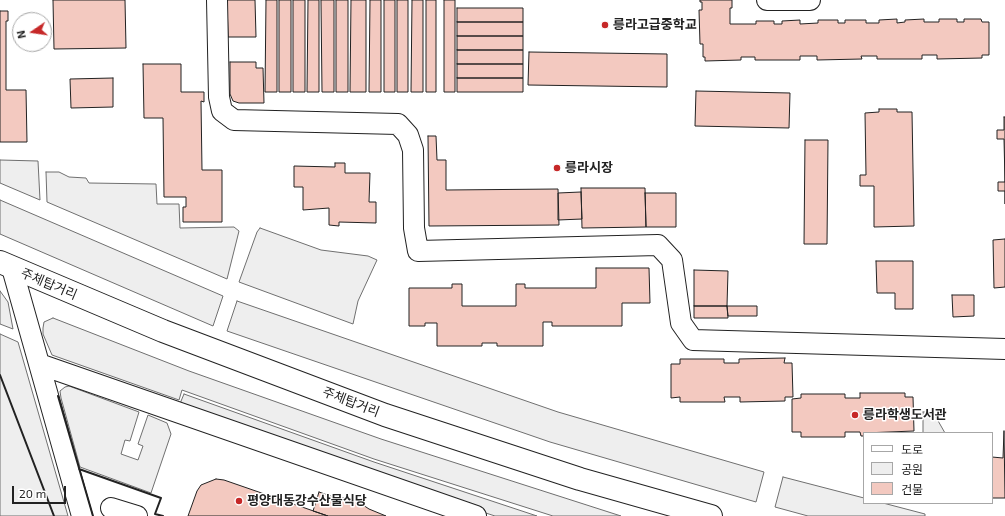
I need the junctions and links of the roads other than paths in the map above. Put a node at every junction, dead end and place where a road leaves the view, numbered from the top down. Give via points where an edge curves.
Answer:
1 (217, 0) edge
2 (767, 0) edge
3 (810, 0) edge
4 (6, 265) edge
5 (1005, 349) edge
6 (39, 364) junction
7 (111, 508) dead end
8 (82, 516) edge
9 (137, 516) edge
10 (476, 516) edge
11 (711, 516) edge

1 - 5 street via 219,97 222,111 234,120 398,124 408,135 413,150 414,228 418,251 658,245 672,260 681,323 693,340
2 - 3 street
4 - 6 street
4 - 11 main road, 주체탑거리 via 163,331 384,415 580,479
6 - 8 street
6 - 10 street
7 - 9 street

...

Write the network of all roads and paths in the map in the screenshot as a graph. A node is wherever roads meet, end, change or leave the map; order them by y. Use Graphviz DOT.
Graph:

---

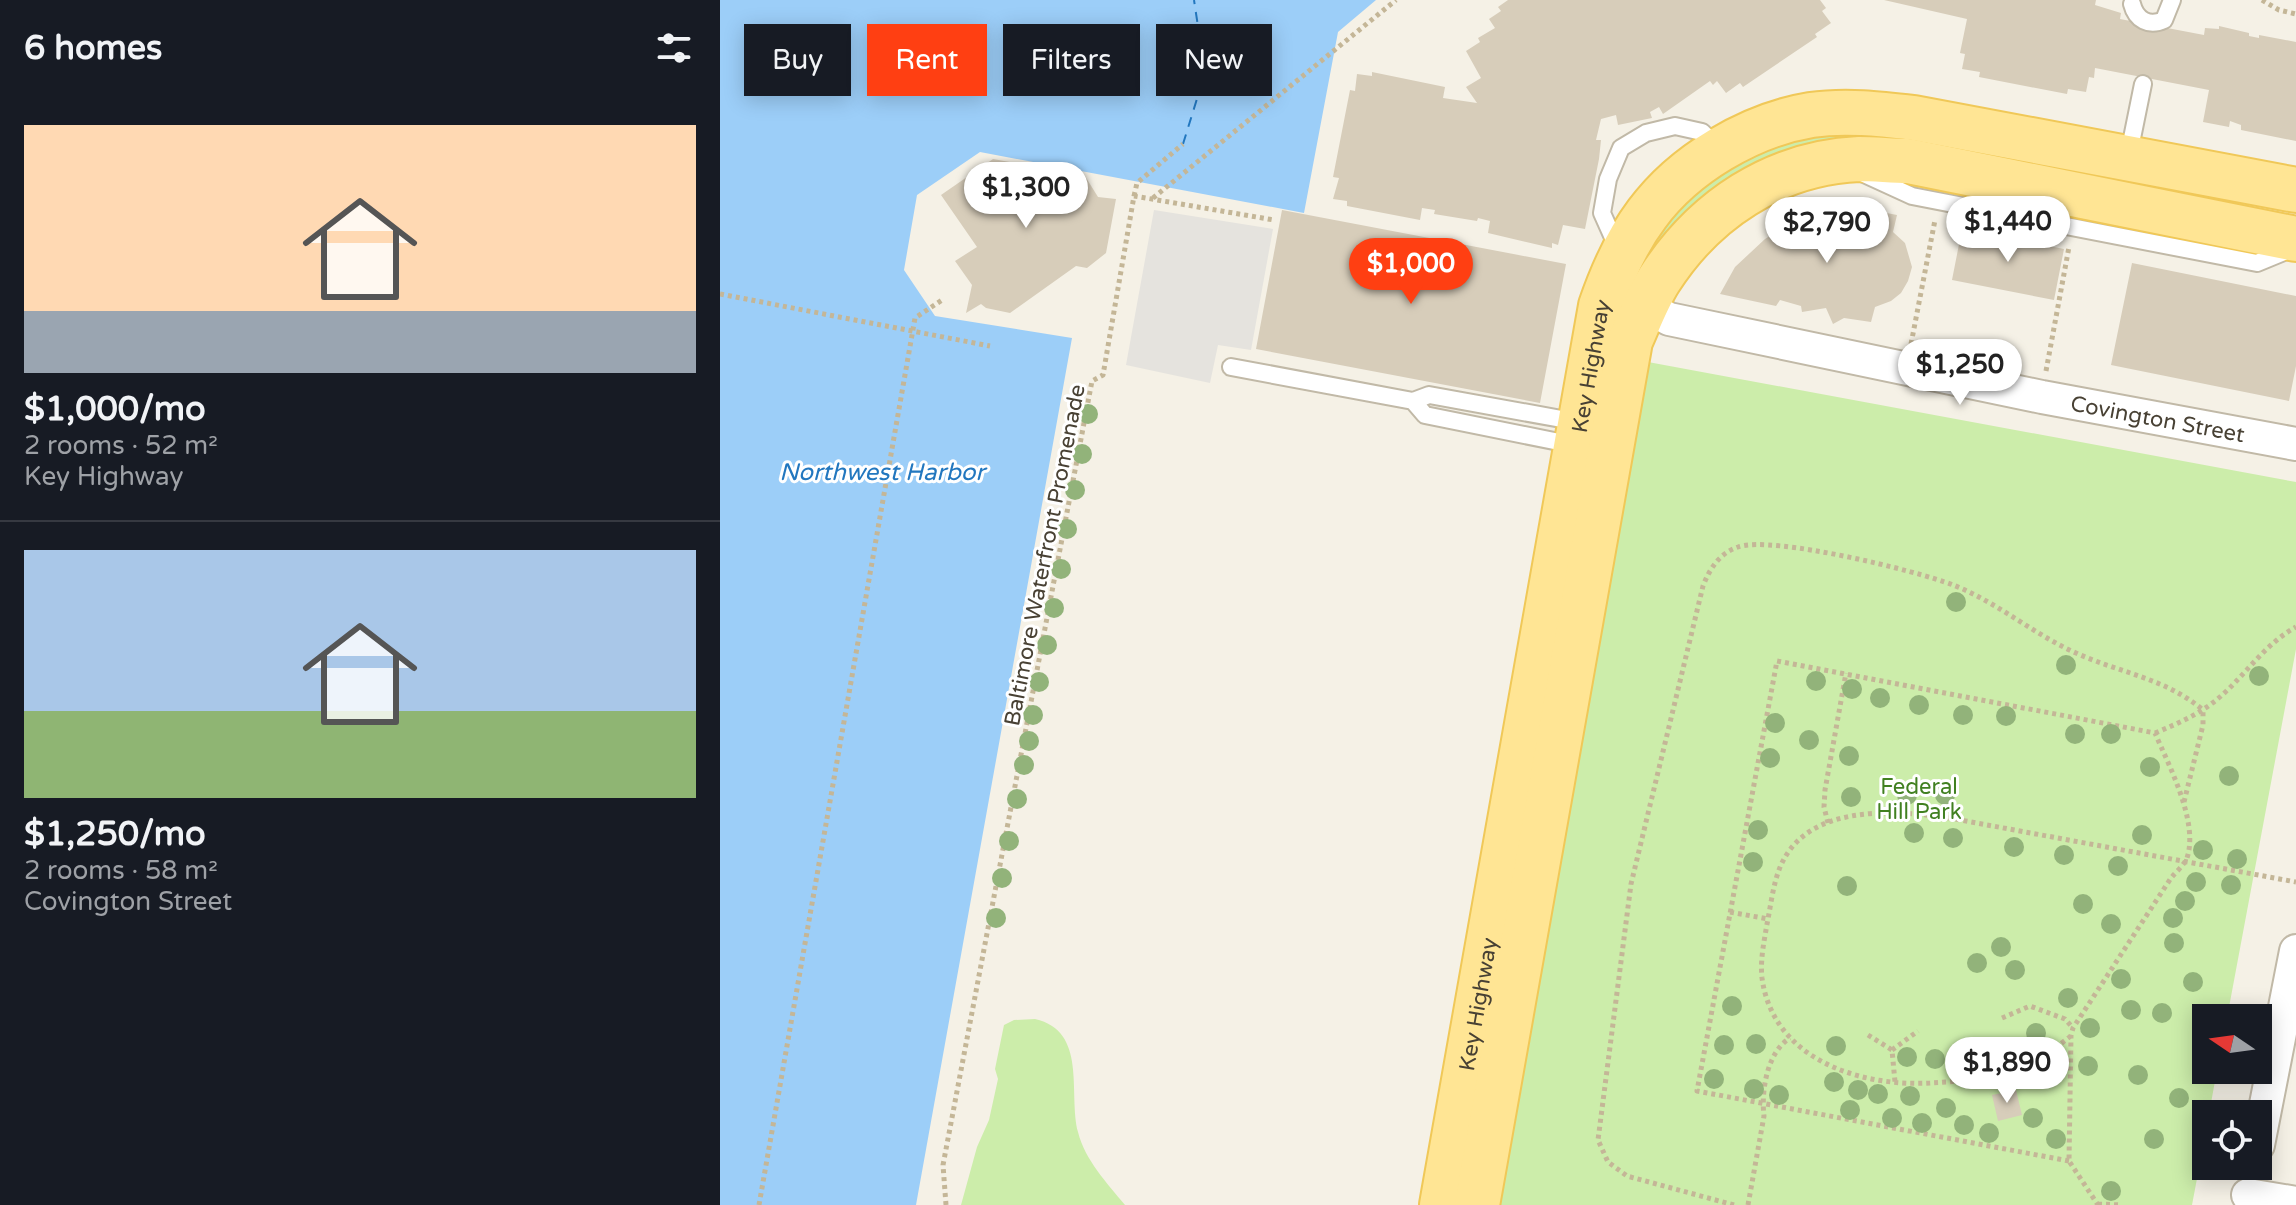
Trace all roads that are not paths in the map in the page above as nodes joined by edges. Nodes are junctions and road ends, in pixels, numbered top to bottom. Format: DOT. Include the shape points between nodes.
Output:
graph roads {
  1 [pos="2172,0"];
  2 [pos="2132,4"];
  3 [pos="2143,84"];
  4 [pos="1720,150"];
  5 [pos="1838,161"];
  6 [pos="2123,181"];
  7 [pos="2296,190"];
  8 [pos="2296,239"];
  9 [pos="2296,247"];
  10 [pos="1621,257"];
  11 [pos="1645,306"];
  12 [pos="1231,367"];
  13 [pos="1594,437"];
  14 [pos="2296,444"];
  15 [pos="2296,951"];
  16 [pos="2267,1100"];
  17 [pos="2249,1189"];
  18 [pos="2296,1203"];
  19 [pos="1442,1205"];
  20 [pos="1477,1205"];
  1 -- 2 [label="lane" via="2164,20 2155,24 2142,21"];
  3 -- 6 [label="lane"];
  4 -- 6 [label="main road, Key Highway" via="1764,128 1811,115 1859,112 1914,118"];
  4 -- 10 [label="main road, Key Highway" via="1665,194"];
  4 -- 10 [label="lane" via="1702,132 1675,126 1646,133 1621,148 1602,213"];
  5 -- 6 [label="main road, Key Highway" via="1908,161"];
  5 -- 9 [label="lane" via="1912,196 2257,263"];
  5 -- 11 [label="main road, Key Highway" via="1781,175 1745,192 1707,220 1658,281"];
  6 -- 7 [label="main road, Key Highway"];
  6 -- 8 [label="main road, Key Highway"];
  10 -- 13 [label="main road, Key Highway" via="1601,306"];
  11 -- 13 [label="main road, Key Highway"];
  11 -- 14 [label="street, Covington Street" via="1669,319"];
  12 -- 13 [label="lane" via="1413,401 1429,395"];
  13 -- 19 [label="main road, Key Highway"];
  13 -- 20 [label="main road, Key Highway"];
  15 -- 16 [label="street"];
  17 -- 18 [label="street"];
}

● **Required work**: Reproduce every line from the listing above that holds the word "junctions".

● **Your response**:
I need the junctions and links of the roads other than paths in the map above. Put a node at every junction, dead end and place where a road leaves the view, numbered from the top down. Give via points where an edge curves.
Trace all roads that are not paths in the map in the page above as nodes joined by edges. Nodes are junctions and road ends, in pixels, numbered top to bottom. Format: DOT. Include the shape points between nodes.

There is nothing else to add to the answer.